Wie wir mit Fehlern umgehen, hängt immer auch von der Art ab, wie wir kritisiert werden: Wenn Ihr Kollege oder Chef unverschämt wird oder einzelne Fehler verallgemeinert, etwa indem er sagt: “Sie blöde Kuh, Sie machen immer alles falsch!”, sollten Sie die Unsachlichkeit zurückweisen: “Ich weiß, dass ich einen Fehler gemacht habe. Dennoch brauchen Sie mich nicht zu beleidigen.” Bitte nicht ausfällig oder beleidigt reagieren: Das wirft kein gutes Licht auf Ihre Bereitschaft, konstruktiv mit Fehlern umzugehen. Wenn man Ihren Fauxpas jedoch detailliert kritisiert und konstruktive Verbesserungsvorschläge macht, will man vermutlich nur helfen. Bleiben Sie also freundlich: “Danke, dass Sie sich so viel Mühe gegeben haben. Ich setze das entsprechend um.” Wenn Sie anderer Ansicht sind, können Sie diese sachlich begründen: “Ich danke Ihnen für Ihre Kritik. Aus folgenden Gründen sehe ich das aber anders…”
Sich das Leben nicht unnötig schwer machen
Gerade im Umgang mit Fehlen machen sich Perfektionisten das Leben oft unnötig schwer. So wie Paul. Er ist freiberuflicher Softwareprogrammierer. In letzter Zeit hatte er leider einige private Probleme. Und so kommt es dazu, dass er beim abschließenden Test einer neuen Software, total übermüdet, einige Fehler übersieht.
Der Kunde, für den diese Software eigens konzipiert wurde, hat durch die Fehler einen Systemabsturz; da er aber mit Pauls Arbeit bislang stets zufrieden war, zeigt er sich kulant: Paul kann die Fehler innerhalb einer Woche ausbessern. Für Paul jedoch ist das Ereignis ein Schock – wie konnte das nur passieren? Auf keinen Fall darf ihm das noch einmal geschehen. Die Software muss bis zum Termin absolut fehlerlos sein. Beim nächsten Mal will er unbedingt jeden Fehler vermeiden.

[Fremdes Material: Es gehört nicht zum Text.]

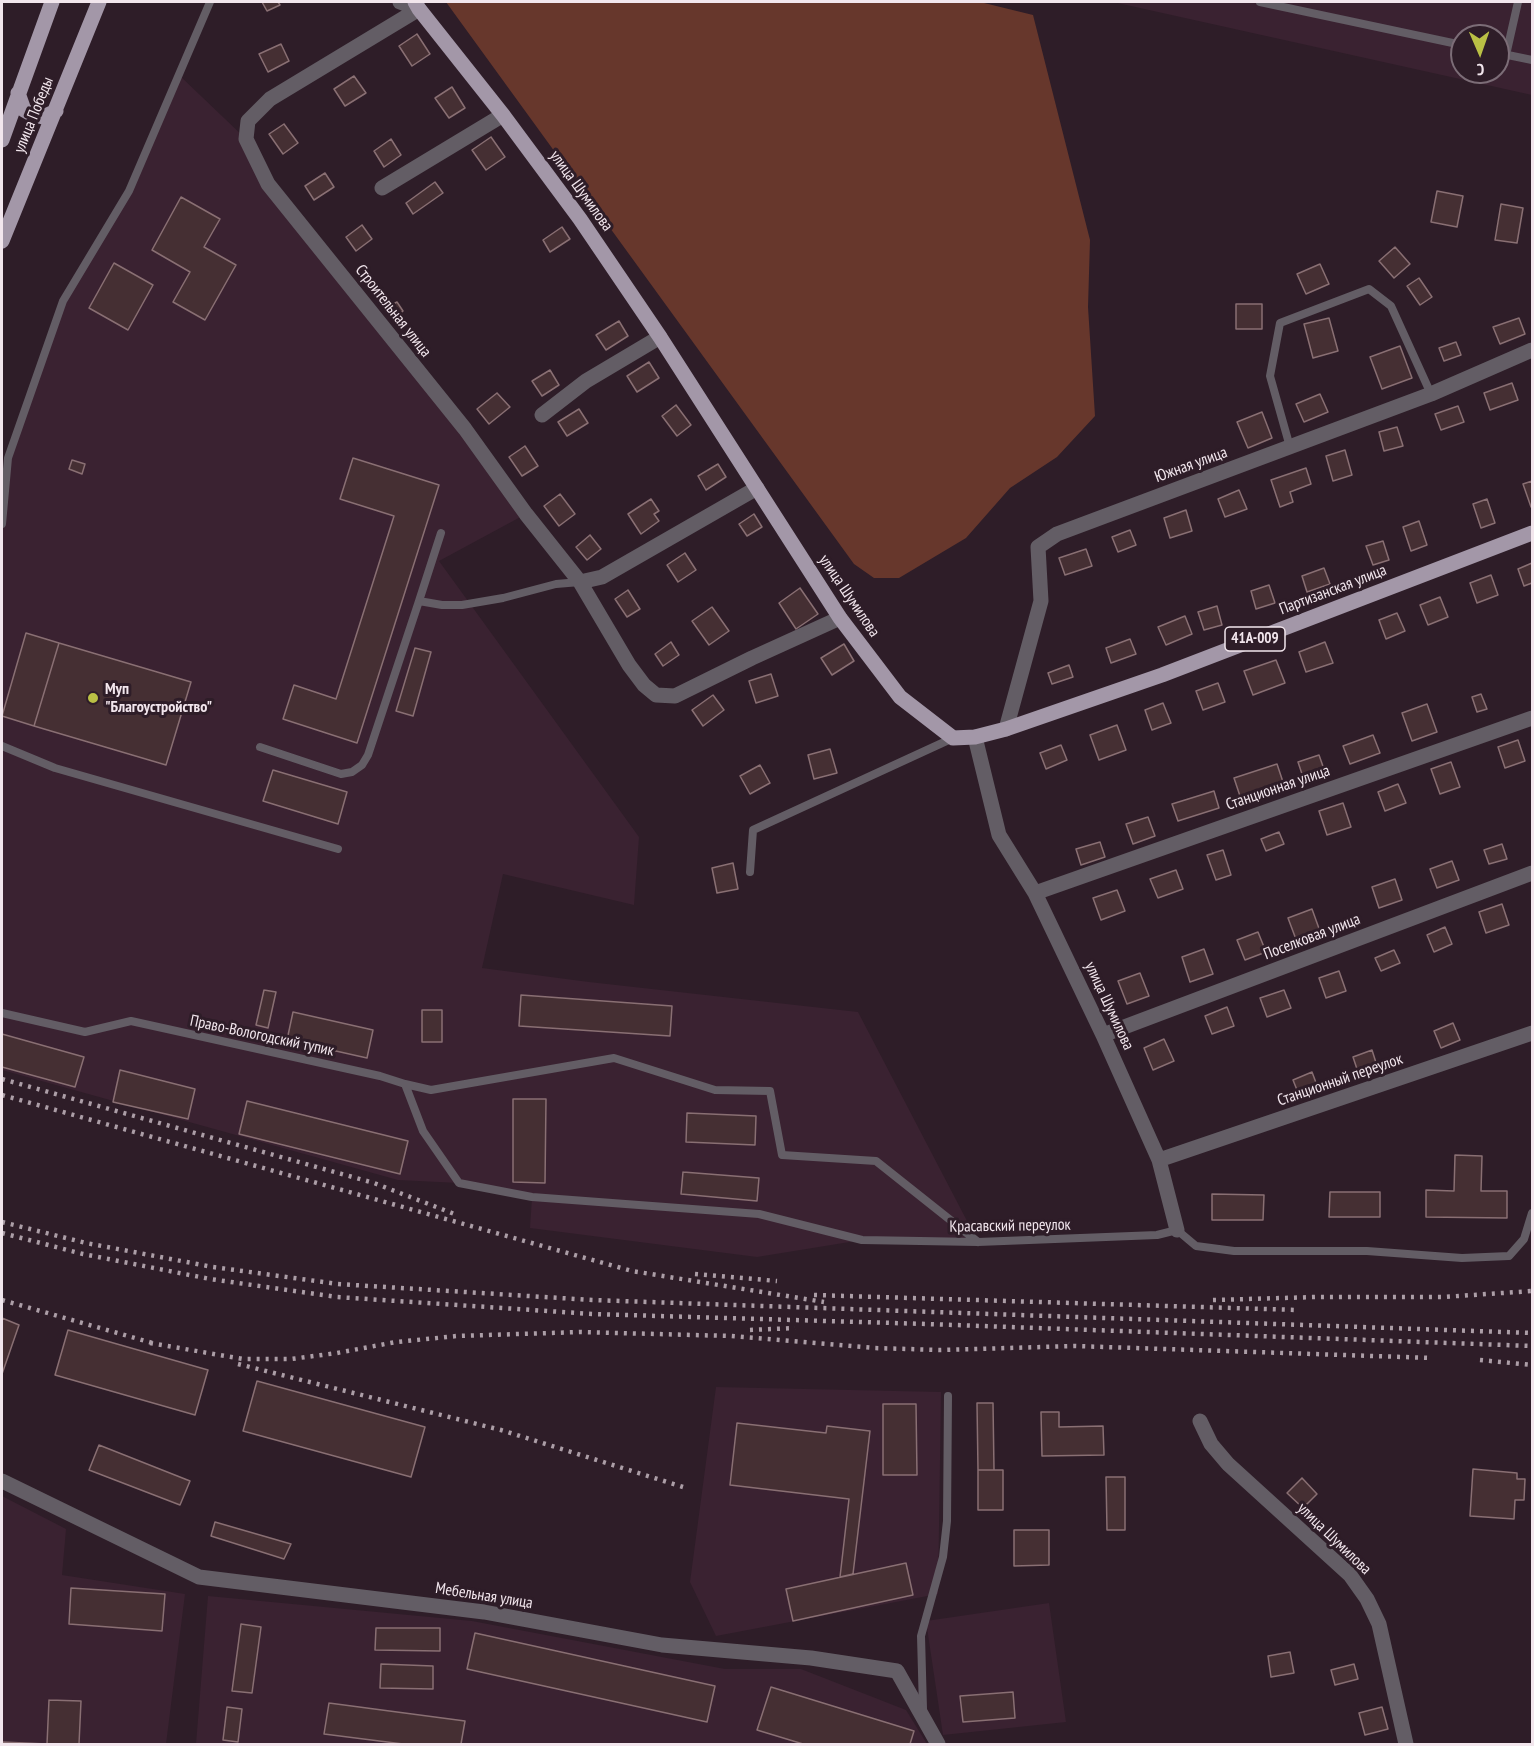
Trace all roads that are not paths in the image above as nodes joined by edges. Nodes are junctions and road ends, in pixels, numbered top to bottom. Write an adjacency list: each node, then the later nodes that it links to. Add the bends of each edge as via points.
1 (52, 2): 12 (main road, улица Победы)
2 (99, 2): 13 (main road, улица Победы)
3 (210, 2): 24 (lane, via 129,190 63,301 8,458)
4 (400, 2): 7 (street)
5 (1260, 2): 9 (lane)
6 (1518, 2): 8 (lane)
7 (417, 5): 14 (main road, улица Шумилова); 27 (street, Строительная улица, via 270,99 248,121 246,139 268,184 465,429)
8 (1510, 28)
9 (1450, 42)
10 (1510, 56): 11 (lane)
11 (1533, 60)
12 (18, 93): 13 (main road, via 24,110 33,115 43,117); 15 (main road, улица Победы)
13 (56, 111): 17 (main road, улица Победы)
14 (503, 115): 16 (street); 18 (main road, улица Шумилова)
15 (2, 140)
16 (382, 188)
17 (2, 242)
18 (660, 337): 21 (street, via 586,381); 23 (main road, улица Шумилова)
19 (1533, 350): 20 (street, Южная улица)
20 (1431, 394): 22 (street, Южная улица); 22 (lane, via 1390,306 1369,289 1280,323 1270,376)
21 (542, 415)
22 (1290, 447): 31 (street, Южная улица, via 1057,534 1038,547 1041,601)
23 (757, 488): 27 (street, via 602,577); 29 (main road, улица Шумилова)
24 (2, 524)
25 (441, 533): 28 (lane)
26 (1533, 533): 31 (main road, Партизанская улица / 41А-009, via 1162,675)
27 (580, 582): 28 (lane, via 462,605); 29 (street, Строительная улица, via 629,665 656,694 675,696)
28 (419, 601): 35 (lane, via 362,765 340,774)
29 (840, 618): 33 (main road, улица Шумилова, via 900,697)
30 (1533, 718): 39 (street, Станционная улица)
31 (1006, 729): 32 (main road, Партизанская улица / 41А-009)
32 (975, 737): 33 (main road); 39 (street, улица Шумилова, via 999,835)
33 (953, 738): 37 (lane, via 753,830)
34 (2, 746): 36 (lane, via 56,768)
35 (260, 747)
36 (338, 849)
37 (750, 872)
38 (1533, 873): 42 (street, Поселковая улица)
39 (1035, 893): 42 (street, улица Шумилова)
40 (2, 1013): 43 (lane, Право-Вологодский тупик, via 85,1032 131,1021)
41 (1533, 1033): 44 (street, Станционный переулок)
42 (1103, 1035): 44 (street, улица Шумилова)
43 (405, 1084): 47 (lane, Красавский переулок, via 423,1131 459,1183 532,1197 759,1214 862,1240); 47 (lane, Право-Вологодский тупик, via 431,1090 614,1058 714,1090 770,1091 782,1155 876,1161)
44 (1159, 1160): 46 (street, улица Шумилова)
45 (1533, 1213): 46 (lane, via 1524,1239 1509,1256 1234,1251 1196,1246)
46 (1177, 1230): 47 (lane, Красавский переулок, via 1157,1235)
47 (978, 1242)
48 (948, 1396): 51 (lane, via 947,1521 944,1557 921,1636)
49 (1200, 1421): 53 (street, улица Шумилова, via 1211,1444 1228,1464 1350,1575 1367,1599 1379,1624)
50 (2, 1481): 51 (street, Мебельная улица, via 199,1577 484,1612 662,1645 811,1658 897,1671)
51 (923, 1717): 52 (street, Мебельная улица)
52 (939, 1744)
53 (1406, 1744)

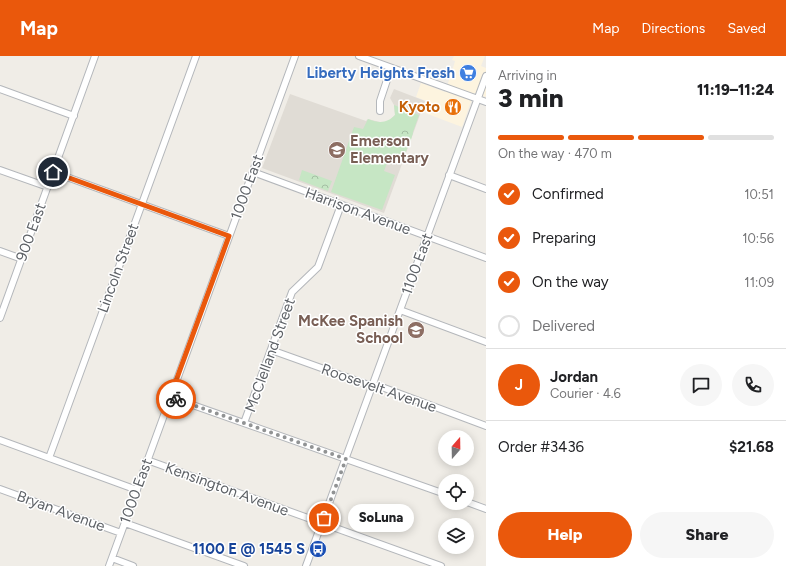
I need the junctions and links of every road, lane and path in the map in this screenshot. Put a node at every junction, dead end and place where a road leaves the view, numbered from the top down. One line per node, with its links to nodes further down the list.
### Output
1 (95, 56): 12 (street, 900 East)
2 (196, 56): 19 (street, Lincoln Street)
3 (295, 56): 15 (street, 1000 East)
4 (359, 56): 5 (street)
5 (378, 59): 6 (street)
6 (391, 68): 9 (street); 11 (street)
7 (486, 76): 9 (street, 1100 East)
8 (0, 89): 12 (street)
9 (477, 99): 10 (street); 16 (street, 1100 East)
10 (486, 102)
11 (380, 110)
12 (74, 116): 14 (street, 900 East)
13 (0, 170): 17 (street)
14 (53, 172): 17 (street, 900 East); 19 (street)
15 (252, 172): 20 (street, Harrison Avenue); 21 (street, 1000 East)
16 (449, 175): 18 (street); 22 (street, 1100 East)
17 (48, 187): 25 (street, 900 East)
18 (486, 189)
19 (142, 204): 21 (street); 35 (street, Lincoln Street)
20 (341, 205): 22 (street, Harrison Avenue); 29 (street, McClelland Street)
21 (229, 236): 31 (street, 1000 East)
22 (427, 237): 24 (street, Harrison Avenue); 26 (street, 1100 East)
23 (0, 251): 25 (street)
24 (486, 258)
25 (22, 259): 27 (street, 900 East)
26 (400, 310): 28 (street); 30 (street, 1100 East)
27 (0, 318)
28 (486, 342)
29 (271, 350): 30 (street, Roosevelt Avenue); 32 (street, McClelland Street)
30 (373, 385): 33 (street, Roosevelt Avenue); 36 (street, 1100 East)
31 (170, 397): 32 (street); 37 (street, 1000 East)
32 (244, 424): 36 (street)
33 (486, 426)
34 (0, 440): 35 (street)
35 (48, 458): 39 (street)
36 (346, 459): 40 (street); 44 (street, 1100 East)
37 (147, 460): 39 (street, 1000 East); 44 (street, Kensington Avenue)
38 (0, 489): 45 (street, Bryan Avenue)
39 (137, 490): 43 (street, 1000 East)
40 (438, 492)
41 (474, 505): 42 (street)
42 (486, 509)
43 (125, 523): 45 (street, 1000 East); 49 (street, Bryan Avenue)
44 (322, 523): 50 (street, 1100 East); 51 (street, Kensington Avenue)
45 (121, 533): 46 (street, 1000 East)
46 (112, 558): 47 (street, 1000 East); 48 (street)
47 (109, 566)
48 (133, 566)
49 (244, 566)
50 (306, 566)
51 (441, 566)

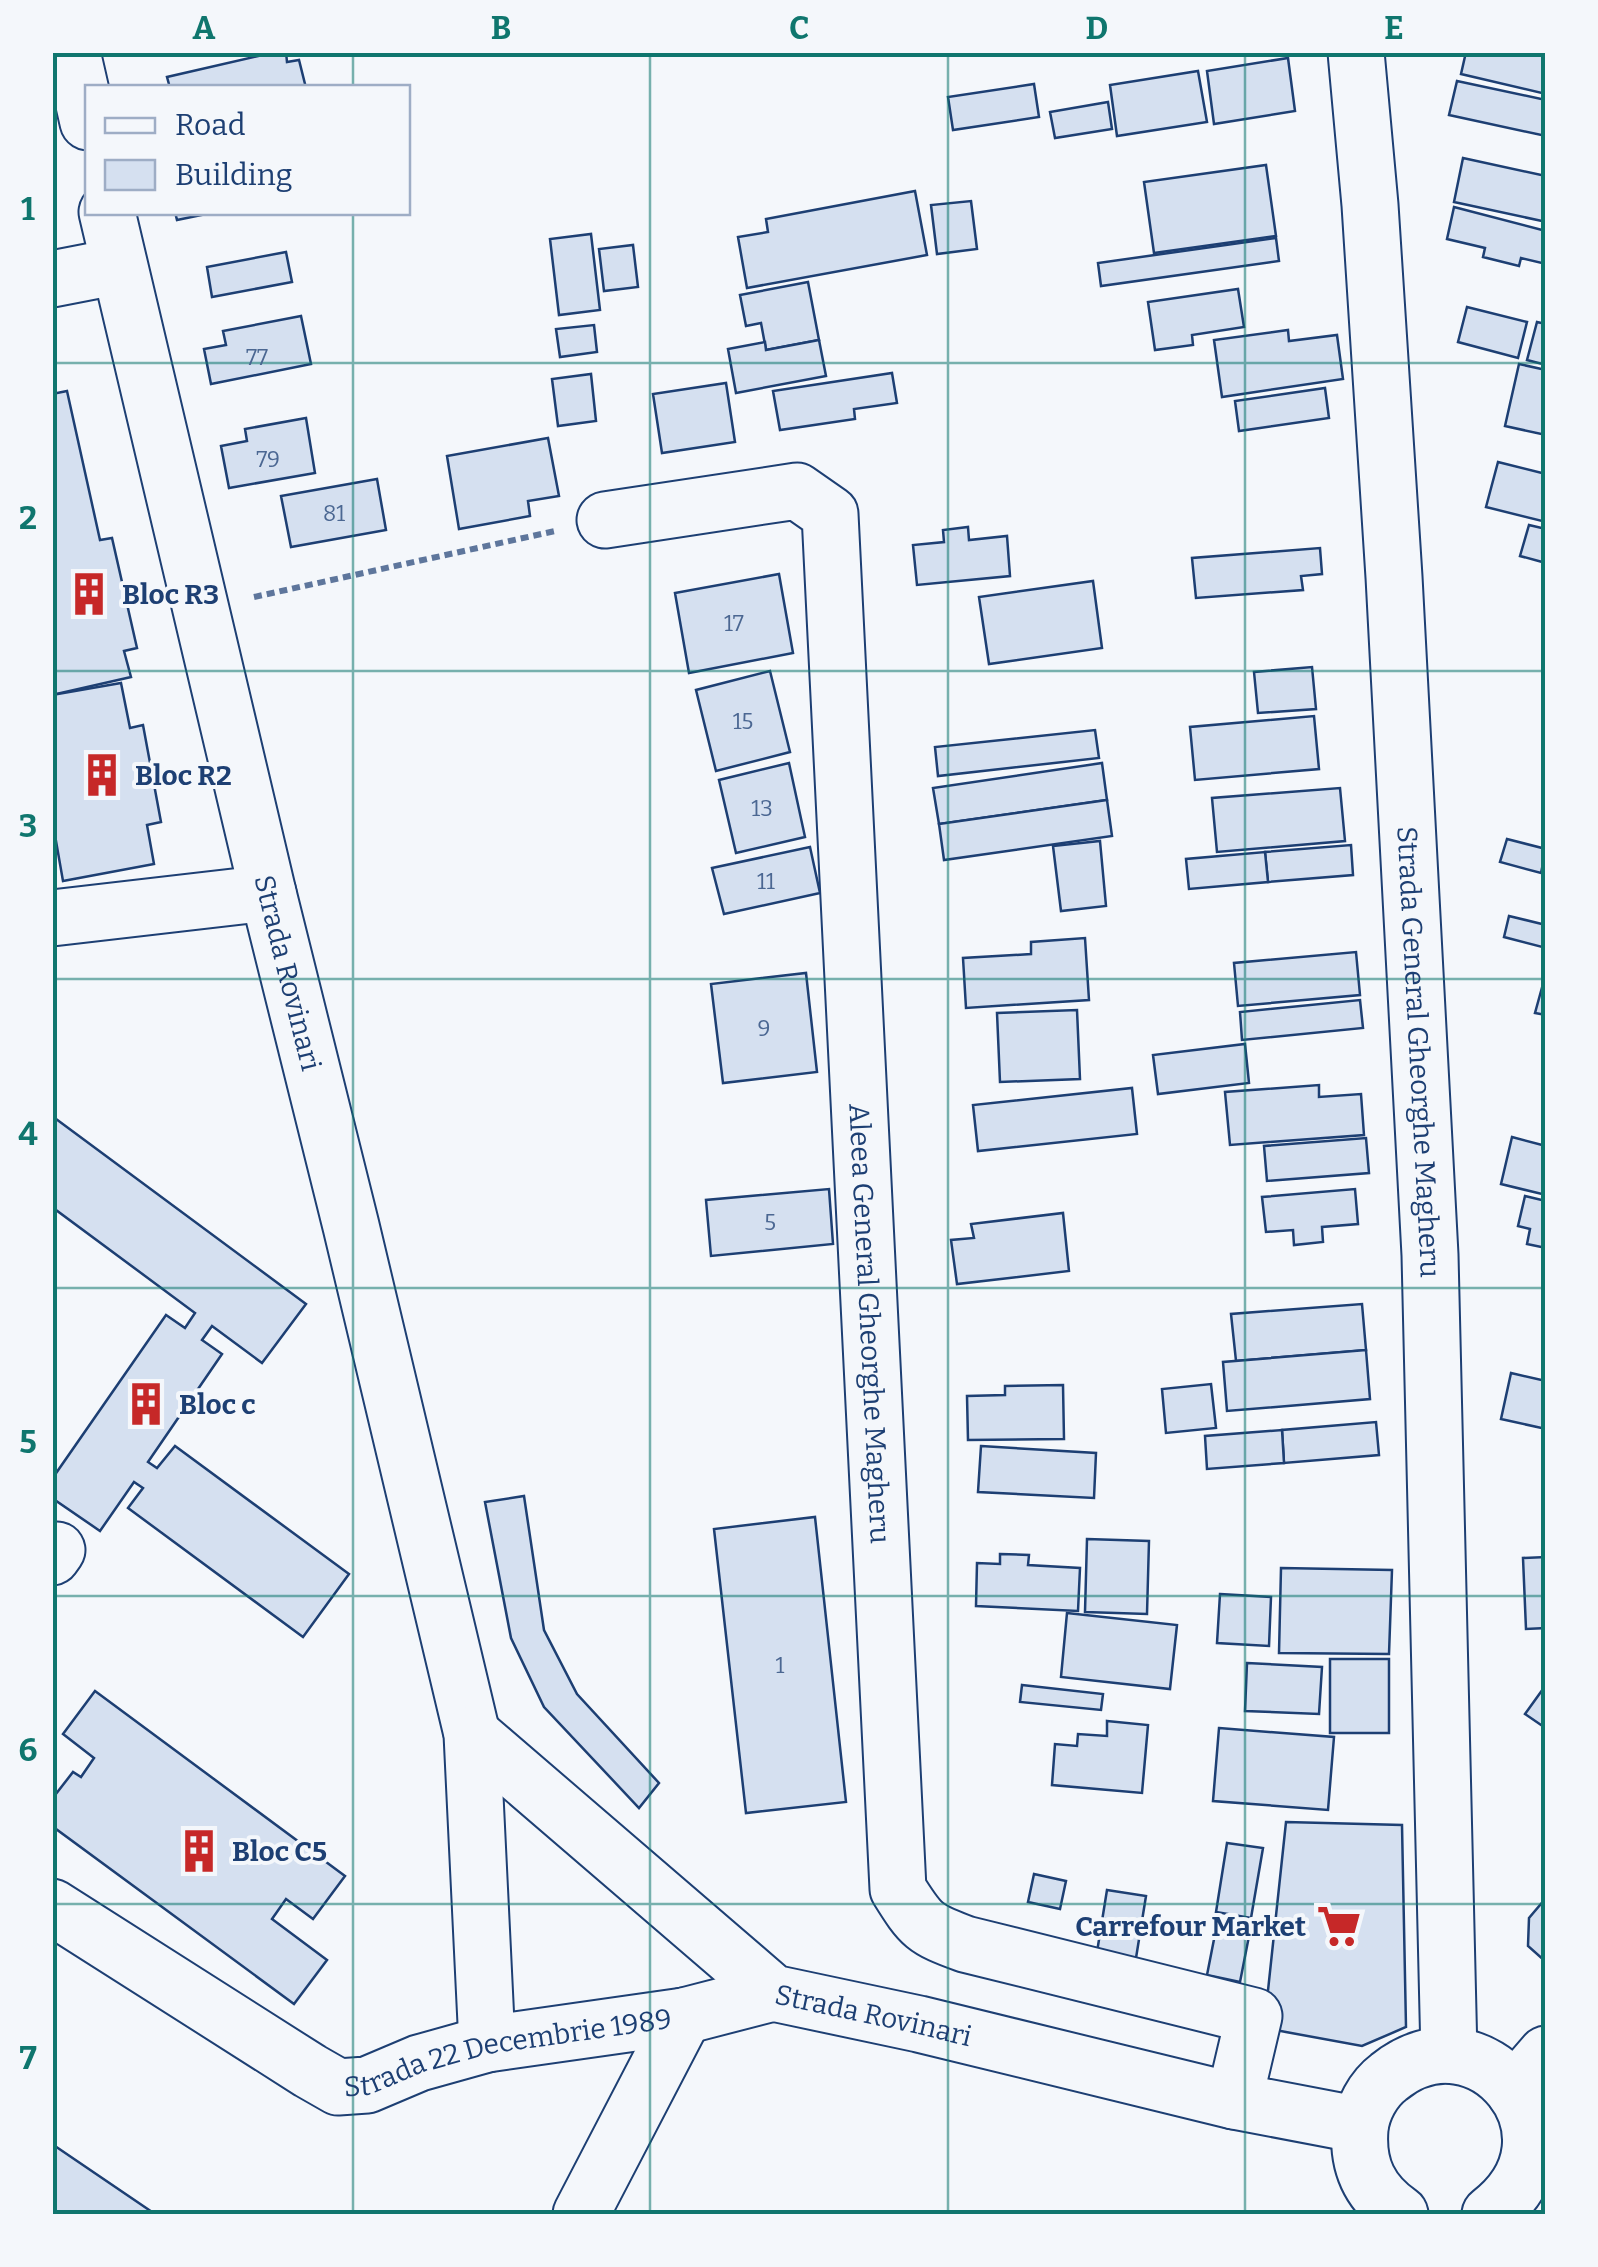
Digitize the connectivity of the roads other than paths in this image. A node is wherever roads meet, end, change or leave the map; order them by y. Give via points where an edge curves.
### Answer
1 (72, 52) edge
2 (1356, 52) edge
3 (85, 109) edge
4 (108, 215) edge
5 (119, 266) junction
6 (52, 279) edge
7 (605, 520) road end
8 (268, 893) junction
9 (52, 918) edge
10 (472, 1734) junction
11 (52, 1907) edge
12 (773, 1993) junction
13 (684, 2016) junction
14 (487, 2044) junction
15 (1449, 2055) junction
16 (1530, 2072) edge
17 (1234, 2101) junction
18 (1360, 2125) junction
19 (1520, 2192) edge
20 (581, 2214) edge
21 (1400, 2214) edge

1 - 3 street
2 - 15 street, Strada General Gheorghe Magheru via 1394,577 1430,1255
4 - 5 street, Strada Rovinari
5 - 6 street
5 - 8 street, Strada Rovinari
7 - 17 street, Aleea General Gheorghe Magheru via 797,491 830,514 898,1888 931,1932 1254,2016
8 - 9 street
8 - 10 street, Strada Rovinari
10 - 12 street, Strada Rovinari
10 - 14 street, Strada Rovinari
11 - 14 street, Strada 22 Decembrie 1989 via 338,2087 366,2085
12 - 13 street, Strada 22 Decembrie 1989
12 - 17 street, Strada Rovinari
13 - 14 street, Strada 22 Decembrie 1989
13 - 20 street
15 - 16 street via 1496,2072
15 - 18 street via 1402,2066 1368,2101
16 - 19 street via 1530,2155
17 - 18 street, Strada Rovinari
18 - 21 street via 1367,2179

Unmögliche Arbeitsaufträge: So gehen Sie damit um
Wenn Sie einen Arbeitsauftrag bekommen, der Ihrer Meinung nach zu Fehlern führen wird, weil Sie zum Beispiel die Arbeit in der vorgesehenen Zeit unmöglich schaffen können: Weisen Sie rechtzeitig diplomatisch und mit sachlichen Argumenten darauf hin!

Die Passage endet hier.